- **Problem description**: The pictures get left out, but everything else in the listing below must be duplicated exactly.

- **Given data**:
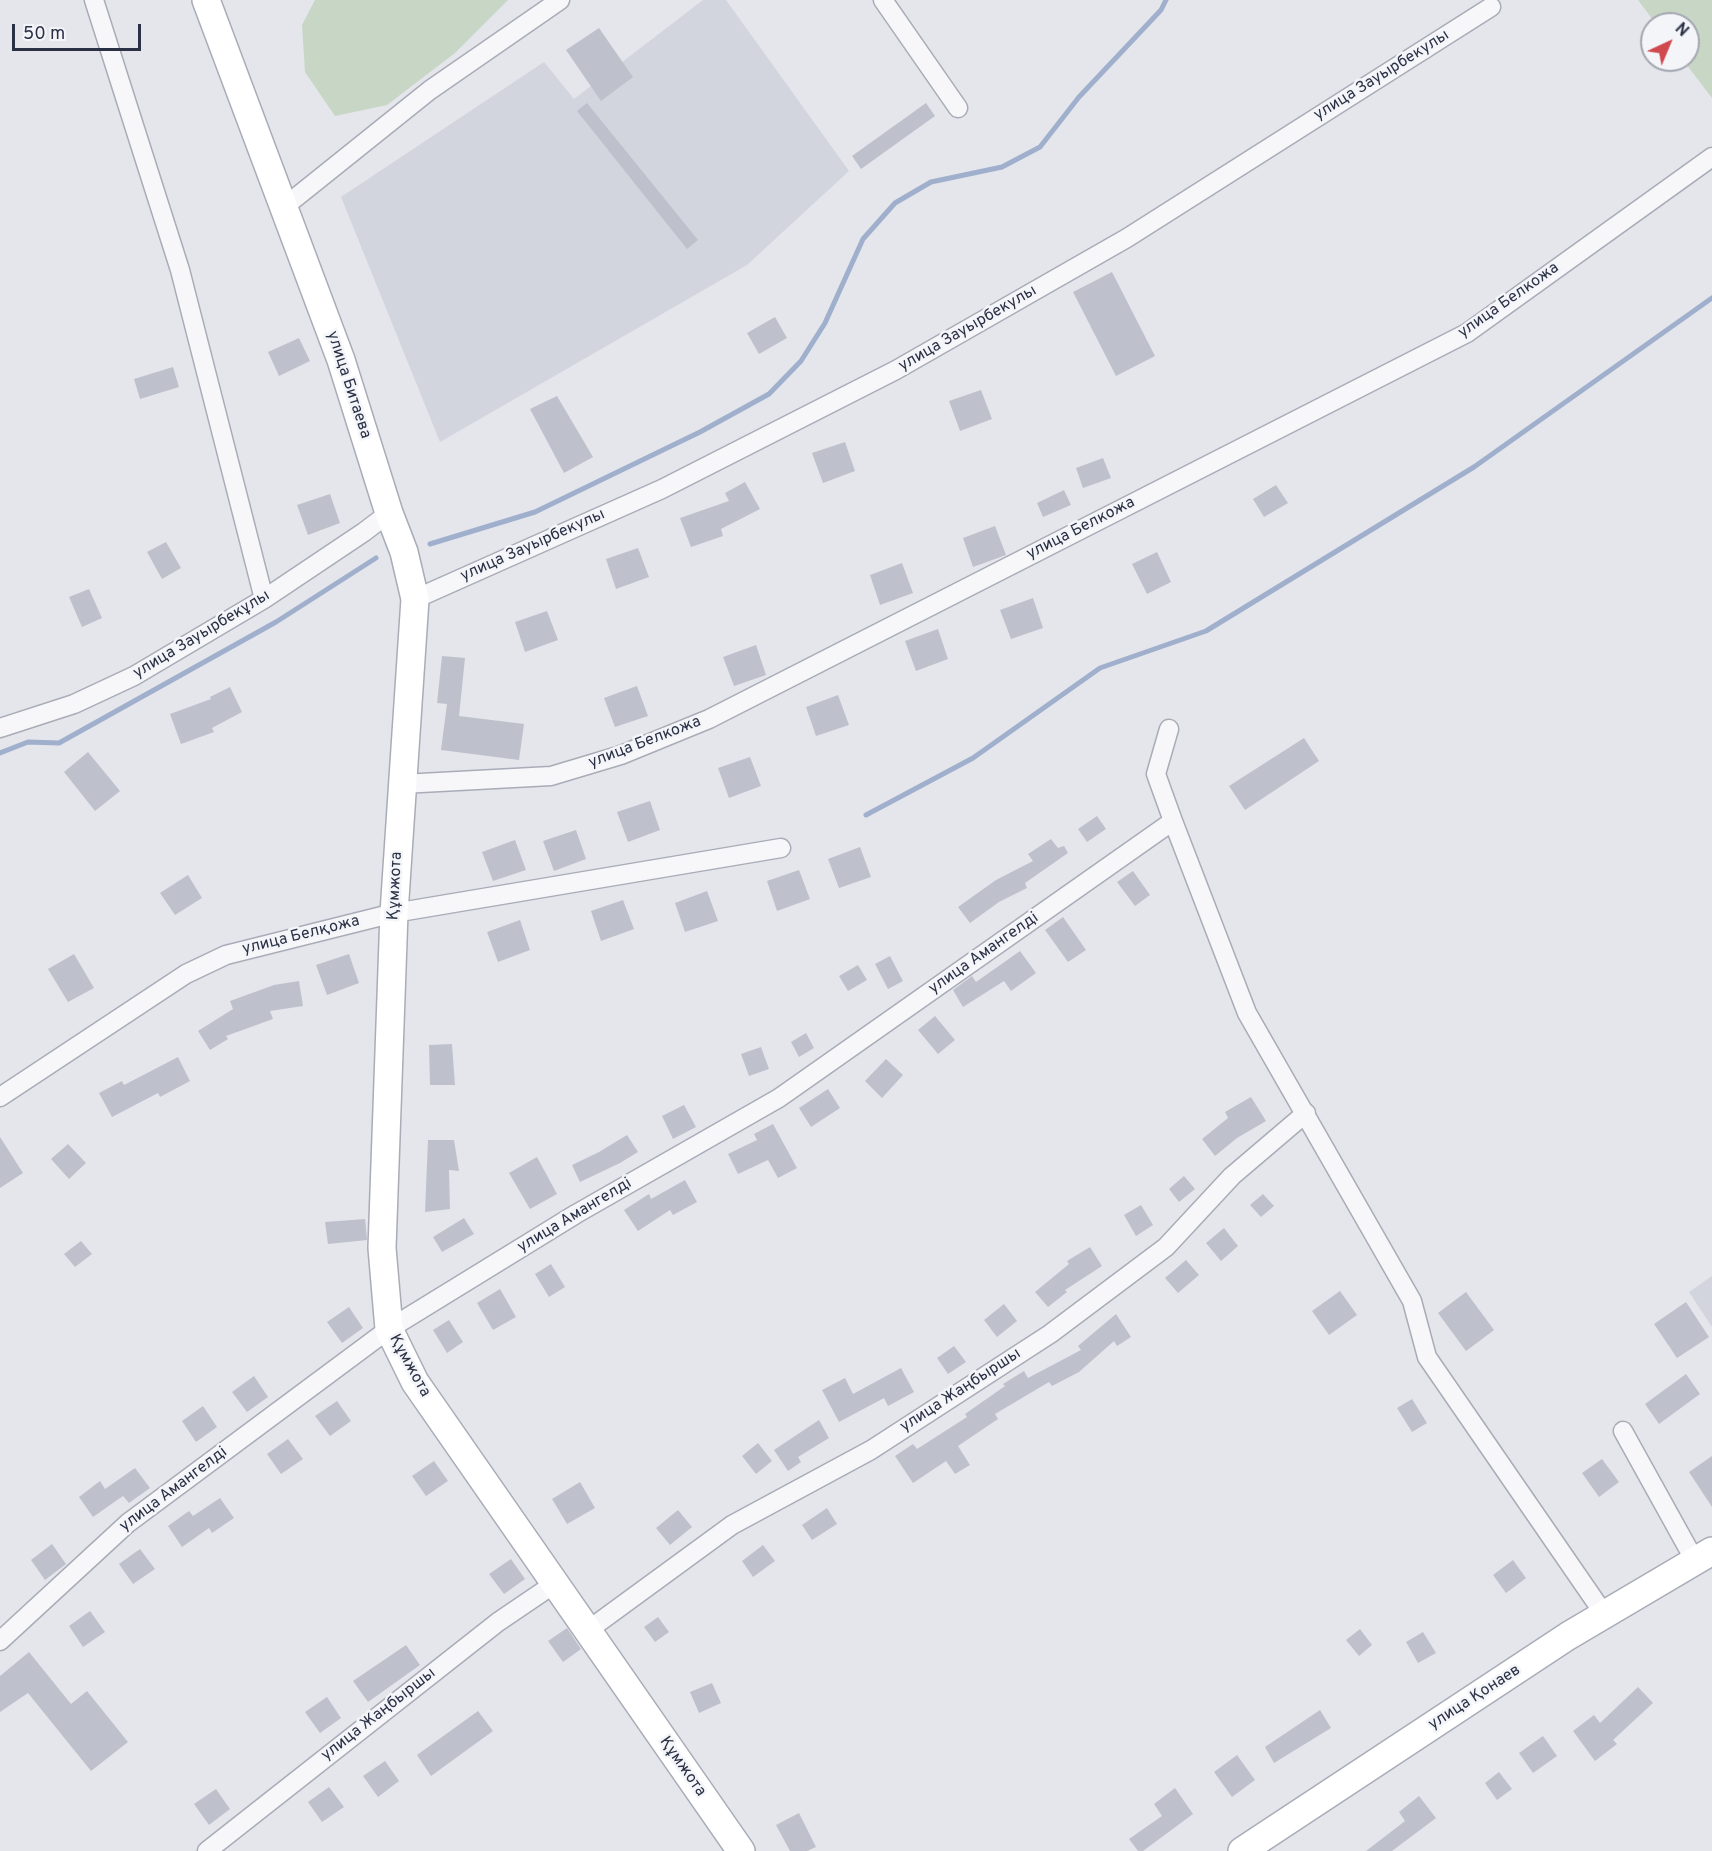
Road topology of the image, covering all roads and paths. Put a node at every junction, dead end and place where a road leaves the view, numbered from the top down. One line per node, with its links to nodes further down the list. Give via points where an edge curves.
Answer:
1 (94, 0): 10 (street, via 180,270)
2 (206, 0): 8 (street, улица Битаева)
3 (560, 0): 8 (street, via 430,90)
4 (883, 0): 6 (street)
5 (1491, 7): 11 (street, улица Зауырбекулы, via 1127,238 896,370 662,489)
6 (958, 108)
7 (1712, 157): 14 (street, улица Белкожа, via 1467,333 709,719 621,755 551,776)
8 (284, 207): 9 (street, улица Битаева, via 341,360)
9 (389, 513): 10 (street, улица Зауырбекұлы); 11 (street, улица Битаева, via 404,552)
10 (264, 599): 12 (street, улица Зауырбекұлы, via 134,676 74,704)
11 (415, 599): 14 (street, улица Битаева)
12 (0, 728)
13 (1169, 729): 15 (street, via 1156,774)
14 (402, 784): 17 (street, Құмжота)
15 (1173, 821): 19 (street, via 1247,1012); 20 (street, улица Амангелді, via 779,1098 576,1214)
16 (781, 848): 17 (street, улица Белқожа)
17 (394, 912): 18 (street, улица Белқожа, via 226,955 186,974); 20 (street, Құмжота, via 382,1248)
18 (0, 1097)
19 (1306, 1113): 24 (street, via 1412,1301 1427,1357); 25 (street, улица Жаңбыршы, via 1232,1176 1166,1247 1050,1334 871,1450 732,1525)
20 (389, 1329): 23 (street, Құмжота, via 415,1382); 26 (street, улица Амангелді, via 128,1523)
21 (1623, 1431): 22 (street)
22 (1706, 1559): 24 (street, улица Қонаев)
23 (554, 1584): 25 (street, Құмжота); 27 (street, улица Жаңбыршы, via 498,1622)
24 (1604, 1614): 29 (street, улица Қонаев)
25 (587, 1631): 28 (street, Құмжота)
26 (0, 1641)
27 (207, 1851)
28 (741, 1851)
29 (1242, 1851)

- **Worked solution**:
Road topology of the image, covering all roads and paths. Put a node at every junction, dead end and place where a road leaves the view, numbered from the top down. One line per node, with its links to nodes further down the list. Give via points where an edge curves.
Answer:
1 (94, 0): 10 (street, via 180,270)
2 (206, 0): 8 (street, улица Битаева)
3 (560, 0): 8 (street, via 430,90)
4 (883, 0): 6 (street)
5 (1491, 7): 11 (street, улица Зауырбекулы, via 1127,238 896,370 662,489)
6 (958, 108)
7 (1712, 157): 14 (street, улица Белкожа, via 1467,333 709,719 621,755 551,776)
8 (284, 207): 9 (street, улица Битаева, via 341,360)
9 (389, 513): 10 (street, улица Зауырбекұлы); 11 (street, улица Битаева, via 404,552)
10 (264, 599): 12 (street, улица Зауырбекұлы, via 134,676 74,704)
11 (415, 599): 14 (street, улица Битаева)
12 (0, 728)
13 (1169, 729): 15 (street, via 1156,774)
14 (402, 784): 17 (street, Құмжота)
15 (1173, 821): 19 (street, via 1247,1012); 20 (street, улица Амангелді, via 779,1098 576,1214)
16 (781, 848): 17 (street, улица Белқожа)
17 (394, 912): 18 (street, улица Белқожа, via 226,955 186,974); 20 (street, Құмжота, via 382,1248)
18 (0, 1097)
19 (1306, 1113): 24 (street, via 1412,1301 1427,1357); 25 (street, улица Жаңбыршы, via 1232,1176 1166,1247 1050,1334 871,1450 732,1525)
20 (389, 1329): 23 (street, Құмжота, via 415,1382); 26 (street, улица Амангелді, via 128,1523)
21 (1623, 1431): 22 (street)
22 (1706, 1559): 24 (street, улица Қонаев)
23 (554, 1584): 25 (street, Құмжота); 27 (street, улица Жаңбыршы, via 498,1622)
24 (1604, 1614): 29 (street, улица Қонаев)
25 (587, 1631): 28 (street, Құмжота)
26 (0, 1641)
27 (207, 1851)
28 (741, 1851)
29 (1242, 1851)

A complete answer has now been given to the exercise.